Another time. Another neighbor. A woman--a single Mom whom I found unduly nosy and avoided at all costs. One day, I had to run an errand and rang her doorbell. The woman opened the door and beckoned me into her house. As I stepped inside, I gasped in silence. For there on the walls were pictures of Gods and Goddesses. Some pictures were set in beautiful frames, yet others were simply stuck to the walls. On the table were some more posters freshly printed. It was as though every nook and corner of her house belonged to some or the other God/Goddess. And that made me wonder...
What are the stories that we tell ourselves? What was the story I was telling myself every time I was avoiding this lady? What was the story this woman telling herself every time she was put up a new picture of God in her house? What was the story she was telling herself every time she stopped someone and posed questions that were mighty annoying in nature? How was each story shaping the other?

When does loneliness begin? Does it begin when you find yourself alone for the first time in your life? Or does it begin when you suddenly realize that your voice hardly matters? That you are no longer visible?
My mother and I, my two neighbors, most of the women I know are all not that different from each other. We are wolves belonging to the same pack. On some days, we roll and frolic in the mud, at other times we howl in the dark. On some days we are wounded and lie still. On other days we hunt. Although withered, our bodies are fluent and conversant with the ways of the forest. And that to me is ageing, not ageism or any other “ism” for that matter. Aging is what holds life together, what holds earth together. On my head are streaks of silver, on my palms lie the velvet mites of yesteryears. I am my mother and her mother and all mothers before that. I am also my sister and my best friends and all my sisters and best friends before that. I am my children and my cat.
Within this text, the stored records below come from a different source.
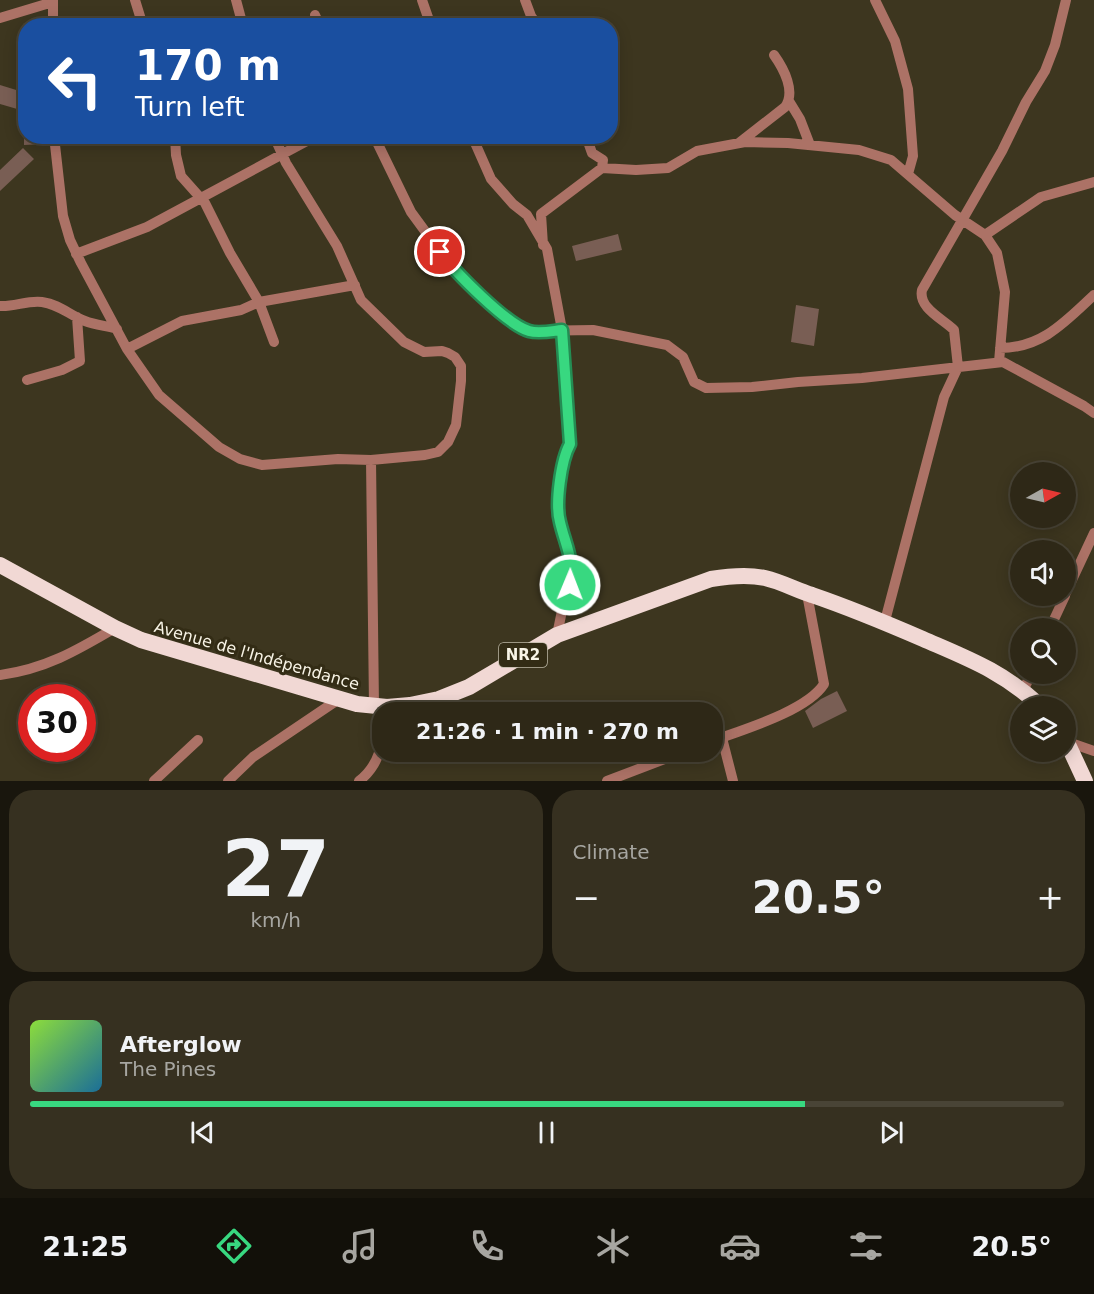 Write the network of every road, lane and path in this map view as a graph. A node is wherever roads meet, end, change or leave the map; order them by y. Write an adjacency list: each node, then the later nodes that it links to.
1 (135, 0): 10 (street)
2 (237, 0): 11 (street)
3 (422, 0): 12 (street)
4 (525, 0): 13 (street)
5 (875, 0): 27 (street)
6 (1066, 0): 32 (street)
7 (53, 1): 8 (street); 9 (street)
8 (0, 18)
9 (53, 18)
10 (141, 18)
11 (241, 18)
12 (428, 18)
13 (532, 18)
14 (774, 55): 15 (street)
15 (789, 101): 16 (street); 24 (street)
16 (738, 143): 24 (street); 26 (street)
17 (55, 144): 35 (street)
18 (175, 144): 29 (street)
19 (278, 144): 25 (street)
20 (301, 144): 25 (street)
21 (378, 144): 42 (street)
22 (476, 144): 30 (street)
23 (589, 144): 26 (street)
24 (810, 145): 27 (street)
25 (283, 154): 29 (street); 36 (street)
26 (602, 168): 31 (street)
27 (908, 174): 32 (street)
28 (1094, 182): 33 (street)
29 (201, 198): 35 (street); 38 (street)
30 (521, 210): 31 (street); 34 (street)
31 (543, 212): 34 (street)
32 (962, 219): 33 (street); 47 (street)
33 (985, 235): 44 (street)
34 (543, 245): 42 (street)
35 (76, 254): 41 (street)
36 (354, 285): 38 (street); 50 (street)
37 (1094, 296): 44 (street)
38 (259, 302): 43 (street); 45 (street)
39 (0, 306): 40 (street)
40 (77, 317): 41 (street); 48 (street)
41 (117, 329): 45 (street)
42 (562, 330): 47 (street); 57 (street)
43 (274, 342)
44 (1000, 348): 46 (street)
45 (127, 349): 50 (street)
46 (999, 362): 47 (street); 49 (street)
47 (958, 367): 55 (street)
48 (27, 380)
49 (1094, 413)
50 (371, 460): 63 (street)
51 (1094, 533): 53 (street)
52 (0, 565): 56 (highway, Avenue de l'Indépendance / NR2)
53 (1076, 571)
54 (807, 594): 55 (highway, Avenue de l'Indépendance / NR2); 57 (highway, Avenue de l'Indépendance / NR2); 66 (street)
55 (885, 621): 60 (highway, Avenue de l'Indépendance / NR2)
56 (115, 628): 58 (street); 62 (highway, Avenue de l'Indépendance / NR2)
57 (557, 635): 64 (highway, Avenue de l'Indépendance / NR2)
58 (0, 675)
59 (1026, 684): 60 (street)
60 (1023, 691): 61 (highway, Avenue de l'Indépendance / NR2)
61 (1029, 696)
62 (339, 699): 65 (highway, Avenue de l'Indépendance / NR2); 76 (street)
63 (382, 702)
64 (420, 702)
65 (372, 706)
66 (723, 737)
67 (198, 740): 75 (street)
68 (1076, 744): 69 (street)
69 (1094, 751)
70 (723, 755): 79 (street)
71 (376, 762): 74 (street)
72 (657, 762): 78 (street)
73 (1076, 762): 80 (highway)
74 (370, 777): 77 (street)
75 (154, 781)
76 (228, 781)
77 (359, 781)
78 (607, 781)
79 (733, 781)
80 (1085, 781)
I am the forest that adapts and nourishes, holds and embraces. I am more, something more and that “more” and “something more” is “me” and continues to be “me”. And into this bosom of continuity, I gently lie my head and breathe.
Thank you,
Warmly,
S
Each and every sentence is 299%true.
Yes We are wolves belonging to the same pack.
Thought provoking words.
"My mother and I, my two neighbors, most of the women I know are all not that different from each other. We are wolves belonging to the same pack. On some days, we roll and frolic in the mud, at other times we howl in the dark. On some days we are wounded and lie still. On other days we hunt. Although withered, our bodies are fluent and conversant with the ways of the forest."
These words are going deep into me and I am breathing these words and all the words that follow.
Thamk you for this very special post right when I need it most!